Welche Anforderungen sollen der Entwicklung neuer Produkte und Dienstleistungen zugrundegelegt werden?
Welche Kundengruppen sollen bedient werden?
Welche Kriterien sollen dem Aufbau neuer Märkte zugrundegelegt werden?
Welche Bedeutung haben für die Kunden des Unternehmens Preis, Qualität und Service?
Wo liegen die Stärken/ Schwächen gegenüber der Konkurrenz?
Welchen Risiken/ Chancen bietet der Markt?
Welche Erwartungen haben die Kapitalgeber?

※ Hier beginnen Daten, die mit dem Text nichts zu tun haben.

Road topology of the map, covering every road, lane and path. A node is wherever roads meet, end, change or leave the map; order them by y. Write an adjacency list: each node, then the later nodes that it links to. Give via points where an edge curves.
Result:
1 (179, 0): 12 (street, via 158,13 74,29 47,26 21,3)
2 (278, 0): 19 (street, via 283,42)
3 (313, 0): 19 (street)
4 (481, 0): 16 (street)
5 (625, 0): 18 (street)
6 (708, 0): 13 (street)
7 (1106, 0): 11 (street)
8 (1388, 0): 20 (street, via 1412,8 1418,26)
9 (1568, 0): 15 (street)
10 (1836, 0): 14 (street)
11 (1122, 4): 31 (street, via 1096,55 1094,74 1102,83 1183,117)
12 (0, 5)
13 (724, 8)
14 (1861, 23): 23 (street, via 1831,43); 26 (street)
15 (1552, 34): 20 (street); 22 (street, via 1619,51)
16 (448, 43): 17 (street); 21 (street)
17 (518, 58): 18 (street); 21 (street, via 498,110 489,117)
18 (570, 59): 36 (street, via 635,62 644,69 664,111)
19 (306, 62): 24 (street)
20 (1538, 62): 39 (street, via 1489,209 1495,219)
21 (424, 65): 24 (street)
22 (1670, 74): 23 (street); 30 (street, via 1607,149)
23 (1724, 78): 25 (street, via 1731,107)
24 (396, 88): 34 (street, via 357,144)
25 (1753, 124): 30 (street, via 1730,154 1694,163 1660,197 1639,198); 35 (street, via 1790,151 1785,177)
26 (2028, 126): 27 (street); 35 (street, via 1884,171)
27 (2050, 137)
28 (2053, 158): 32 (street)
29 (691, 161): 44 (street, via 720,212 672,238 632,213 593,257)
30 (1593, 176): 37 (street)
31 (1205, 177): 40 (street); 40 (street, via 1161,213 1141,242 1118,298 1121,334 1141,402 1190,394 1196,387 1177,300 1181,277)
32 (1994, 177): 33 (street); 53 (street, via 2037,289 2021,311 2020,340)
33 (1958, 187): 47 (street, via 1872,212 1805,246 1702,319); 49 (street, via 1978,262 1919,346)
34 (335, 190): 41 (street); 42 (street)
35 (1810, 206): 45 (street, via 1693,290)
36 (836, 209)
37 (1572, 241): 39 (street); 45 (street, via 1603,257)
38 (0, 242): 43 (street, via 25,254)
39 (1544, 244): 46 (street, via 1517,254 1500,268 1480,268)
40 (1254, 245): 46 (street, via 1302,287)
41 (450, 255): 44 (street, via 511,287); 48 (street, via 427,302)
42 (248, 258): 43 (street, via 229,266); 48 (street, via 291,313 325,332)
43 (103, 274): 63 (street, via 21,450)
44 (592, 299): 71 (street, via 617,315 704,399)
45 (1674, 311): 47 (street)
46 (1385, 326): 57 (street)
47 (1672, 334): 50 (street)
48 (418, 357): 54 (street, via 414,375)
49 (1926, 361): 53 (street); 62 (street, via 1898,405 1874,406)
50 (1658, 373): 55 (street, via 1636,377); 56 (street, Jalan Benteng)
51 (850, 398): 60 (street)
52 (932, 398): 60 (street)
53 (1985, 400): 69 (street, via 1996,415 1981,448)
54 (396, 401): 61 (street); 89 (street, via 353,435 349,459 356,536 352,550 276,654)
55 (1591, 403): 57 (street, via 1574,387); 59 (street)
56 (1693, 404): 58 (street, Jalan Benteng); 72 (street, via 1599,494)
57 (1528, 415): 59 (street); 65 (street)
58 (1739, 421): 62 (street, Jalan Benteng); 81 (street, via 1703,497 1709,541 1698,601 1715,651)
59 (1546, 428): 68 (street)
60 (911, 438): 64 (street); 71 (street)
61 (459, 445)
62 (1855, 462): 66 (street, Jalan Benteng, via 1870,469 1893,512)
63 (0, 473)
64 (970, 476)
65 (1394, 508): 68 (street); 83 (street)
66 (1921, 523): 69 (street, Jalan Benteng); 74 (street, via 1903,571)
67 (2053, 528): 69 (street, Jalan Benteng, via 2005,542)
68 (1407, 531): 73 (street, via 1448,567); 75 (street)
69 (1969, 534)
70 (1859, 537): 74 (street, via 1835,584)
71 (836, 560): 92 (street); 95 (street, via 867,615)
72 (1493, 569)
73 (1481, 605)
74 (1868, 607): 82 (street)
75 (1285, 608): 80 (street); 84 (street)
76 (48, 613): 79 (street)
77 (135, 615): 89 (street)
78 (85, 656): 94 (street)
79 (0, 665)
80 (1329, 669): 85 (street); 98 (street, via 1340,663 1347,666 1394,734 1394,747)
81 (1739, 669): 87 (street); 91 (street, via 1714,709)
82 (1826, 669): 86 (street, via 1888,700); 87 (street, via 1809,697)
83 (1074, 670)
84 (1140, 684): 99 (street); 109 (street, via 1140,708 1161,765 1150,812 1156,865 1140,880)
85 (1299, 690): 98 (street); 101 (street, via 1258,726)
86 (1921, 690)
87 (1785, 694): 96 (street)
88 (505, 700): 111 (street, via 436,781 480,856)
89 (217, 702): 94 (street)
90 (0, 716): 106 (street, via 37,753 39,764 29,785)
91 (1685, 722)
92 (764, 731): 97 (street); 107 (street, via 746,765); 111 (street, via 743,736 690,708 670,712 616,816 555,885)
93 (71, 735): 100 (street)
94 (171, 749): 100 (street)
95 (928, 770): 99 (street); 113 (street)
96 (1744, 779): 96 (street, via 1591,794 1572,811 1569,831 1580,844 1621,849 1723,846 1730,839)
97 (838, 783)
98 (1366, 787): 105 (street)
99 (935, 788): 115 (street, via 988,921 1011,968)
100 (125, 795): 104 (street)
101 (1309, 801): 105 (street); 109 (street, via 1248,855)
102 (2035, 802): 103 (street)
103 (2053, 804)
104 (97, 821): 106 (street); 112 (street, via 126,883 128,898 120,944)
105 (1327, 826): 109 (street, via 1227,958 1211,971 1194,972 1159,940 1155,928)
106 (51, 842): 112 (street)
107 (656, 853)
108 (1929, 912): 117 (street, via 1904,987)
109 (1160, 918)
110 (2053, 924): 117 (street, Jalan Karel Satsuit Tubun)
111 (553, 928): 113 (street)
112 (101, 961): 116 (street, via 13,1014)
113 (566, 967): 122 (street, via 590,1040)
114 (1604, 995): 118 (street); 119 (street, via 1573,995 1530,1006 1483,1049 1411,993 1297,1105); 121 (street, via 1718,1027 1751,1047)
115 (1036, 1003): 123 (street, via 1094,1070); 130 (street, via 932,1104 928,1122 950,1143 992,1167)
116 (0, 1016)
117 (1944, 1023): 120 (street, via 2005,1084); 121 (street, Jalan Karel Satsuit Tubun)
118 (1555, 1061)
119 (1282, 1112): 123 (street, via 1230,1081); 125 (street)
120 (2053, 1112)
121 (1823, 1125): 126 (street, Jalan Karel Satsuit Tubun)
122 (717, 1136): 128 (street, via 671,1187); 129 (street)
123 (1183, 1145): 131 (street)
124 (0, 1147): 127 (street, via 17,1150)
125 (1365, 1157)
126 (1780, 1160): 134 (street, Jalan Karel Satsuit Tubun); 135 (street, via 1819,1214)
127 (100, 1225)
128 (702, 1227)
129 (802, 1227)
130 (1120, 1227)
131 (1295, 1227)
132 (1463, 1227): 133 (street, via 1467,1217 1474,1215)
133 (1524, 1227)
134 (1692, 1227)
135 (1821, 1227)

Die einzelnen Interviews mit dem Top Management und den ausgewählten Schlüsselpersonen werden im dritten Schritt vom Projektteam ausgewertet und in einem Katalog aus strategischen Zielen aufbereitet. Dabei sollte der Katalog die wichtigsten strategischen Ziele und Kennzahlen in einer Rangfolge enthalten. Oftmals besteht bereits an dieser Stelle schon ein weiterer wichtiger Abstimmungsbedarf bezüglich der Prioritäten bei den strategischen Zielen. Zudem ist es sinnvoll im Protokollbogen Zitate der befragten Personen aufzunehmen, um die Ziele und Kennzahlen noch besser zu erläutern und für die gemeinsamen Workshops zu visualisieren.[79]
Im vierten Schritt folgt dann die Identifikation und die Erarbeitung der Strategie entsprechend den Anforderungen des Marktes, des Unternehmensumfeldes und der Stärken und Schwächen des Unternehmens.[80] Hierfür gibt es eine große Anzahl von Instrumenten. Zu diesen Instrumenten gehören u.a. ABC-Analysen, Portfolio-Betrachtungen, Lebenszyklusanalysen, Konkurrenzanalysen, Wertkettenanalysen, Analysen der Kernkompetenzen, SWOT-Analysen, usw..[81]
Zur Bestimmung der strategischen Stoßrichtung hat sich insbesondere die SWOT-Analyse (strenght, weakness, opportunity, threat) als eines der wichtigsten...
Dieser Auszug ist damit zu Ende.